◆ **What is needed**
Below are lines of data; count those that contain "Bergerhauser" and give the total alone.
++++++++
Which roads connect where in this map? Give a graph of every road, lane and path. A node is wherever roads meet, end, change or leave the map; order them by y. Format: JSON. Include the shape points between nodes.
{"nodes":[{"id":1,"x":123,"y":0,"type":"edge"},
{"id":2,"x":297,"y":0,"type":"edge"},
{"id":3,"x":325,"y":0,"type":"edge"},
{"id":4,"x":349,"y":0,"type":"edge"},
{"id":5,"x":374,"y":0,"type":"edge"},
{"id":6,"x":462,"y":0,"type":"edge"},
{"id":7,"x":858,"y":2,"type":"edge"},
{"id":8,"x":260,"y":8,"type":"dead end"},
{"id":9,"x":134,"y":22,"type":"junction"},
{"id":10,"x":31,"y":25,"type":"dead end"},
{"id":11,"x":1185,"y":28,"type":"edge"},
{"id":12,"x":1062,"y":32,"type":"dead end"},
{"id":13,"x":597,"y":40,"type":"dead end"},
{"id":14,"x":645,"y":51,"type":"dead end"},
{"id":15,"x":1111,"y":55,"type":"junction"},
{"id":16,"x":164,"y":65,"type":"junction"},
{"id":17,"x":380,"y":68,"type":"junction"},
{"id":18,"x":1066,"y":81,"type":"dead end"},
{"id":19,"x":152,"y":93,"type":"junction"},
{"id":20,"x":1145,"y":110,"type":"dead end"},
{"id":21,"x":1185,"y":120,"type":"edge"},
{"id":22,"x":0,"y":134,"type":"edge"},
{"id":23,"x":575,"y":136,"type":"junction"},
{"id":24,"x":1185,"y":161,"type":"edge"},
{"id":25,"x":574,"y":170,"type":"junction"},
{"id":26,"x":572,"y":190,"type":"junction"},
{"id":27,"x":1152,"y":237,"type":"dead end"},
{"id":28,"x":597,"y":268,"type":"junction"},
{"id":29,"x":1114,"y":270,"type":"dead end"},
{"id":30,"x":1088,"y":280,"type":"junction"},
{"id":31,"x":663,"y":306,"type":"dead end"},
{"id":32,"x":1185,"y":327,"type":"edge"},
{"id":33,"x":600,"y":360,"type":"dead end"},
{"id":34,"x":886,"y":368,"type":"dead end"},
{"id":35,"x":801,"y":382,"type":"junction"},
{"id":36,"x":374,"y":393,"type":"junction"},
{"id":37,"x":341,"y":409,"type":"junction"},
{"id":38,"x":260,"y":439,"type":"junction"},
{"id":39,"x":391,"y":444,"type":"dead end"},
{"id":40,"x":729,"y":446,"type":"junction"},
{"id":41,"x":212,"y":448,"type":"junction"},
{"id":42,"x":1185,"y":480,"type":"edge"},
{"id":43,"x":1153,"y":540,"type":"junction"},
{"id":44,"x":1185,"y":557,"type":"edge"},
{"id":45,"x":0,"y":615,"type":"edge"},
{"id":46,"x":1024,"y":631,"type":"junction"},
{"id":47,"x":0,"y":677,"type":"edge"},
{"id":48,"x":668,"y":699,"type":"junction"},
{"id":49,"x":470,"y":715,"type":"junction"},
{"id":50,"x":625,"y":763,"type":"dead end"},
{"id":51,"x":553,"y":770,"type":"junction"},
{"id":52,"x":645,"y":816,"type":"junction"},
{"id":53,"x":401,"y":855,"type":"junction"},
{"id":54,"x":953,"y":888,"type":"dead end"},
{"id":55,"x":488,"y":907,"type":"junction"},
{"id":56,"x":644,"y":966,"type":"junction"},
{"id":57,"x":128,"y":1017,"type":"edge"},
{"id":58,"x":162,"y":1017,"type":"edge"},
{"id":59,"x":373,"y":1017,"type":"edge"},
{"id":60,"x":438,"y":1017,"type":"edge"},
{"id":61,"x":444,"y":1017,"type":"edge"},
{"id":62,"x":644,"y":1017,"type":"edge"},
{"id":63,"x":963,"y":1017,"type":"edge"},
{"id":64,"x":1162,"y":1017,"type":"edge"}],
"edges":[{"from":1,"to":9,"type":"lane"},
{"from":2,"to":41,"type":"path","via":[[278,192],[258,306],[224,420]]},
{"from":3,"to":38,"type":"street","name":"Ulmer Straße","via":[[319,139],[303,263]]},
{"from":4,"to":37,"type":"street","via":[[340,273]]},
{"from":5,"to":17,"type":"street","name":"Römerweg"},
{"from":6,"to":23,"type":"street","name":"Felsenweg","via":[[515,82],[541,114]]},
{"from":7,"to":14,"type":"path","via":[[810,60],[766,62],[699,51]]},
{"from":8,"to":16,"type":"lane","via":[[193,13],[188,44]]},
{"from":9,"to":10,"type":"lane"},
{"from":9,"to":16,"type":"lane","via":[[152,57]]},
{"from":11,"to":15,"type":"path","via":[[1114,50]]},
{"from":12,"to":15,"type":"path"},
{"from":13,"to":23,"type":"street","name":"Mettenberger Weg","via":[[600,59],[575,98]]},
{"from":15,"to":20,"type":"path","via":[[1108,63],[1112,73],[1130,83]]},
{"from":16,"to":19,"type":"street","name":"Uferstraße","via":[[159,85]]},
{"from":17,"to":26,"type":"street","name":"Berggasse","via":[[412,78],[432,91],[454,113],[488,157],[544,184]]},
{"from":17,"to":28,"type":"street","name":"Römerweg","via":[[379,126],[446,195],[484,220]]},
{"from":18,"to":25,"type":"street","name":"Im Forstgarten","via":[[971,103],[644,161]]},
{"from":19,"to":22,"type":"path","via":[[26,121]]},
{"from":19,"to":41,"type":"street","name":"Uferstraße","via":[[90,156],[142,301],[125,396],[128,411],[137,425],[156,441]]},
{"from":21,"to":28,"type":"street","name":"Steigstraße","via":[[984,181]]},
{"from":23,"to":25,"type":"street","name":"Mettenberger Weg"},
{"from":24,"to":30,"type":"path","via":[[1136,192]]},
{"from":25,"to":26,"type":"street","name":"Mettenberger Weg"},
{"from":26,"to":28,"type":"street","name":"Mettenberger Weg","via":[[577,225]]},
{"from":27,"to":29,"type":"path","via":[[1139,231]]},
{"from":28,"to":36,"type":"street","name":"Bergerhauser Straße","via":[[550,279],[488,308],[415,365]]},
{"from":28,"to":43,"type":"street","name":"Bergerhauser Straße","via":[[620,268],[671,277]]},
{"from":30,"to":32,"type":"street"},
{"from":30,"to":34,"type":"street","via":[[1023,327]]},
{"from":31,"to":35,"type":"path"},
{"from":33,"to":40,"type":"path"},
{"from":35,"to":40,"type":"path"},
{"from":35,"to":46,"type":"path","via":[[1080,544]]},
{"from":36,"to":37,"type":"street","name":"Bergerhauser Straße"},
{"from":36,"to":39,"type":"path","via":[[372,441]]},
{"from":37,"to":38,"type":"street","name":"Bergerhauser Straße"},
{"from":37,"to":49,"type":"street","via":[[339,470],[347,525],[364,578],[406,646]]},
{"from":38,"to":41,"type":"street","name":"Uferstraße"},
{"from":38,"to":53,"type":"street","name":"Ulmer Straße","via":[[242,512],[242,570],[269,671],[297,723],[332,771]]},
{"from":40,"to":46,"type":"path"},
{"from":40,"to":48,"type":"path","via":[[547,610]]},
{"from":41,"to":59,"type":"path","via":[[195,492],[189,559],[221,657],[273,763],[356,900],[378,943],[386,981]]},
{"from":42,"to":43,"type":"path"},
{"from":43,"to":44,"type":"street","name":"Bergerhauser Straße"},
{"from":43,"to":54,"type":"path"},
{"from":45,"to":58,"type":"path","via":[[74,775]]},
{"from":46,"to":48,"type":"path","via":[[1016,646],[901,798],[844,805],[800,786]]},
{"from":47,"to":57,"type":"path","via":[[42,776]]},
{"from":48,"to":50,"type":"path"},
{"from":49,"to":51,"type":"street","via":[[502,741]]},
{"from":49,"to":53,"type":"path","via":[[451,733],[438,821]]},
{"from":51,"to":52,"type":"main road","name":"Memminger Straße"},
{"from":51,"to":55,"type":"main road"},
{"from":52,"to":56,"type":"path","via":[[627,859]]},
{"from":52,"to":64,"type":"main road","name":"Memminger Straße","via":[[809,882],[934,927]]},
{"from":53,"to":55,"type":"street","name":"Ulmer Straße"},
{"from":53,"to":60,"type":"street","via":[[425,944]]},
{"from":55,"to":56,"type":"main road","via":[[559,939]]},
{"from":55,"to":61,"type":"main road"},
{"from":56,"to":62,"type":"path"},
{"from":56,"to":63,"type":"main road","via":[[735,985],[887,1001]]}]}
++++++++
◆ **Task answer**
5